To accommodate this, buyers, earning only low rates of profit, have to borrow to pay their suppliers. The financiers seize the opportunity to provide more loans to take more interest from them. Credit is also liberally granted to desperate consumers. The stress of declining profit margins thus provokes a wave of credit which permits higher prices to be paid. This tale has to end when the loans themselves are undermined by inflation and the financiers call it a day as their real returns collapse. Now the whole system stagnates and a political storm intensifies. Banks fail, companies cannot sell, bankruptcies amongst the small and medium sized businesses increase, and workers lose their jobs and remain victims of the past wave of inflation.

The dominance of a few major corporations in the food industry, as exemplified by the handful of global grain supply controllers, is actually deepened by this process.
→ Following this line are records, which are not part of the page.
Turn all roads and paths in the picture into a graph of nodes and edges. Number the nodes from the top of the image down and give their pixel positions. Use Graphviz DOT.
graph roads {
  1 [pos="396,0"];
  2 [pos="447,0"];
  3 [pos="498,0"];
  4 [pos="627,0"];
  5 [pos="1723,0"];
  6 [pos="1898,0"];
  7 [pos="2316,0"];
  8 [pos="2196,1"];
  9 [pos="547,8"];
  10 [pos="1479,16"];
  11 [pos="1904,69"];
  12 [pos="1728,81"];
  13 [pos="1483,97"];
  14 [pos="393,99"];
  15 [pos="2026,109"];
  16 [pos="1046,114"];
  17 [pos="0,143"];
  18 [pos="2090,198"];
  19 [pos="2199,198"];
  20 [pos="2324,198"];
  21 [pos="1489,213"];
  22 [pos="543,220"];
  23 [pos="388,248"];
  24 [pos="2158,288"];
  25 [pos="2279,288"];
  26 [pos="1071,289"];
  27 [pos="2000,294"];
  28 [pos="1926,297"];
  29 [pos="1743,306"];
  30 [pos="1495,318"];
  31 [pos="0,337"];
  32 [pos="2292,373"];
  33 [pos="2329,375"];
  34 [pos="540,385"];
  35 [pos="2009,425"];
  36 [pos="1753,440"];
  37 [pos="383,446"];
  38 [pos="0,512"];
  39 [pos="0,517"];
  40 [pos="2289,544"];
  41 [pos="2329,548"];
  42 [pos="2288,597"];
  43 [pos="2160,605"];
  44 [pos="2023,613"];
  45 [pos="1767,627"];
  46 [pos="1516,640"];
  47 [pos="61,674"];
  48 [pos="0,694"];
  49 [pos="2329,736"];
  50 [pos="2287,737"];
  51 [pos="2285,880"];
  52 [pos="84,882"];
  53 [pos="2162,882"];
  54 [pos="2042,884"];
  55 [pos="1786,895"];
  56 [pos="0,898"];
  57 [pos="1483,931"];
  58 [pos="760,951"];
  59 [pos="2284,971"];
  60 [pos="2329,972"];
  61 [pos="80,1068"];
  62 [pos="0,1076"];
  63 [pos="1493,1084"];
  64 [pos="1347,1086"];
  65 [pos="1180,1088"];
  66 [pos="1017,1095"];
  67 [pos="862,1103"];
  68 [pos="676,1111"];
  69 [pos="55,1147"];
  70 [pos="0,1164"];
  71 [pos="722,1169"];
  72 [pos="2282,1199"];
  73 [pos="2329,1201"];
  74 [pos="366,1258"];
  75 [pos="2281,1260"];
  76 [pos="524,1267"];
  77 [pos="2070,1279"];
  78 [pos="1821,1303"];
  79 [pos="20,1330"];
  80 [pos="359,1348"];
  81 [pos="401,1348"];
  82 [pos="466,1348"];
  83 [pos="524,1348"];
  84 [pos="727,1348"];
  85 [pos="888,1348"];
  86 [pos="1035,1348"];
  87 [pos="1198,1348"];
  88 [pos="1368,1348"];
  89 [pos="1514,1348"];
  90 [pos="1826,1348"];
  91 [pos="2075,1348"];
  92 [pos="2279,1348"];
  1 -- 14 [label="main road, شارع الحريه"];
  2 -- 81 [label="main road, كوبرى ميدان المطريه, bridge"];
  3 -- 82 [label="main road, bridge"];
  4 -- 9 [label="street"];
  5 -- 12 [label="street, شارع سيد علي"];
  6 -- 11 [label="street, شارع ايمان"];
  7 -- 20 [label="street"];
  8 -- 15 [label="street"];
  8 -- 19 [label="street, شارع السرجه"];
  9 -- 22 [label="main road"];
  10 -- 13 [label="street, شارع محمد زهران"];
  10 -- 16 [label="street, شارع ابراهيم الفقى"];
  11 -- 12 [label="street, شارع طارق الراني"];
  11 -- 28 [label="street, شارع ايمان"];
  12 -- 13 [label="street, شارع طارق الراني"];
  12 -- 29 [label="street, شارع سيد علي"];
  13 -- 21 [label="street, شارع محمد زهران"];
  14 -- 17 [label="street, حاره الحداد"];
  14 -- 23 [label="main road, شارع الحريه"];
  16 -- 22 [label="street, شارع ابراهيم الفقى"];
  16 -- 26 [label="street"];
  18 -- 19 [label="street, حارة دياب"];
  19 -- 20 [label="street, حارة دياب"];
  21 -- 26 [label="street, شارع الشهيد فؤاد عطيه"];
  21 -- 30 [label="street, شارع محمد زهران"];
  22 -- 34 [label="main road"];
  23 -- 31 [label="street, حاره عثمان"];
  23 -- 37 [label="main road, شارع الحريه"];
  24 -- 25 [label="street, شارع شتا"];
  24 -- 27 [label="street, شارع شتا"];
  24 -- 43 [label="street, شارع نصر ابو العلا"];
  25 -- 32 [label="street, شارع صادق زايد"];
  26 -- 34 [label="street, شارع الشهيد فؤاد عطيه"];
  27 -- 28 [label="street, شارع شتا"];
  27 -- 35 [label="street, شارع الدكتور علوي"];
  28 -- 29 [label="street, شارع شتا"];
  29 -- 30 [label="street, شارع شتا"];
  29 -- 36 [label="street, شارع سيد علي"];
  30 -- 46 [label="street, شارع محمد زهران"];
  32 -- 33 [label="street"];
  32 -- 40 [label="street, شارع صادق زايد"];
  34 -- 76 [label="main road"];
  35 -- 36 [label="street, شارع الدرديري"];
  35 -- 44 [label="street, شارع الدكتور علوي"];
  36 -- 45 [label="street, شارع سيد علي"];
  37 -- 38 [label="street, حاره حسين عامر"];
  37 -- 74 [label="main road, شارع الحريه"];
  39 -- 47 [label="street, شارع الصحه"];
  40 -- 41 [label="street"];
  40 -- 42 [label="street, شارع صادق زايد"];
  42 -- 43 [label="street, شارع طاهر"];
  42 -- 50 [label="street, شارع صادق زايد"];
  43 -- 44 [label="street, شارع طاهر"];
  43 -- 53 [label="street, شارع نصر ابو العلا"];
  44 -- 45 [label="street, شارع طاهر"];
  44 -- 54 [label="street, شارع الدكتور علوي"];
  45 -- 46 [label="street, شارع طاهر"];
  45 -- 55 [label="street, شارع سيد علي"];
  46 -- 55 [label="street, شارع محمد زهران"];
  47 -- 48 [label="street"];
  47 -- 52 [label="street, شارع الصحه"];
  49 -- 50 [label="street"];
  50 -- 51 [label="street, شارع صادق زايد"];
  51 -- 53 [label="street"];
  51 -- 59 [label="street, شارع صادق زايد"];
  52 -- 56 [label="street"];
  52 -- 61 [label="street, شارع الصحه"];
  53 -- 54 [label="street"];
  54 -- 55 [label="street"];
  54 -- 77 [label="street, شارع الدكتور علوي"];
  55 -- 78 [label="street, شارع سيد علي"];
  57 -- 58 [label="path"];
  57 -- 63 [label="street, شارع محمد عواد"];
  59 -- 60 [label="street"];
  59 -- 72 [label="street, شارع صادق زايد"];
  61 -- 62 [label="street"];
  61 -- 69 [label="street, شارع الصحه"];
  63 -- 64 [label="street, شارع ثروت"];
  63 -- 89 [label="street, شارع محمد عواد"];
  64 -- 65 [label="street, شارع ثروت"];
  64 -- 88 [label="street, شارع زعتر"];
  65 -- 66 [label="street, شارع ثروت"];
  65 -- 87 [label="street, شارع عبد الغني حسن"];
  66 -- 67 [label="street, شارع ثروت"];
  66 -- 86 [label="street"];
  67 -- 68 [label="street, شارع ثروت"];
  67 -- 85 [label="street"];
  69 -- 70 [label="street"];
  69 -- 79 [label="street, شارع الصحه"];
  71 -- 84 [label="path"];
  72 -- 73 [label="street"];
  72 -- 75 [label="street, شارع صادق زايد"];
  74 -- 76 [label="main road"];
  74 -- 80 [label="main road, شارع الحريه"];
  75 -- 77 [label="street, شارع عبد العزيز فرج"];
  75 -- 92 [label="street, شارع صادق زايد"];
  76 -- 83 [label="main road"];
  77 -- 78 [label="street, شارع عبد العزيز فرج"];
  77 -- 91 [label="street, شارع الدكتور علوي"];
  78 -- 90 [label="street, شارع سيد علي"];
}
With less competition these corporate giants are able to invest heavily in machinery and technology, reducing labour costs, and to engage in practices that further exploit their workers through the suppression of wages and more intense work days, and in addition, to further rob the workers by raising food prices. Global hunger is no accident, it is driven by the accumulation of private producers’ wealth.

Farmers trapped

The challenges faced by British farmers also express the contradictions within capitalism. The escalating costs of production, driven by rising input costs place tremendous pressure on them. Diesel prices have doubled within the past year, fertiliser prices have tripled and gas prices have increased tenfold. To maintain profitability, farmers commonly resort to paying their workers below the value of labour power, as well as mechanising their operation and mindlessly applying mass chemicals and antibiotics. Mechanisation plus bio-technology decreases jobs for agricultural workers and intensifies work for who remains.

Global commodity prices are controlled by a handful of powerful corporations, which subject farmers to unpredictable fluctuations. This leads to financial instability and bankruptcy for many small-scale, notoriously ‘under-banked’ tenant farmers who, squeezed by rents, rising input prices and low prices paid by food companies, are driven out of farming.

The land owning farmers often sell their land for non-agricultural purposes, such as housing developments or industrial facilities. This further concentrates land ownership and exacerbates the monopolistic tendencies within capitalism. Large agricultural conglomerates continue to dominate the sector. Across Britain greenhouses are being shuttered, farmers hesitate to sow new crops or uproot established fruit orchards, while ready-to-harvest crops languish uncollected in the fields. Meanwhile, over half of British working-class families remain food insecure. Only the common ownership of land and production for need can end this tragedy.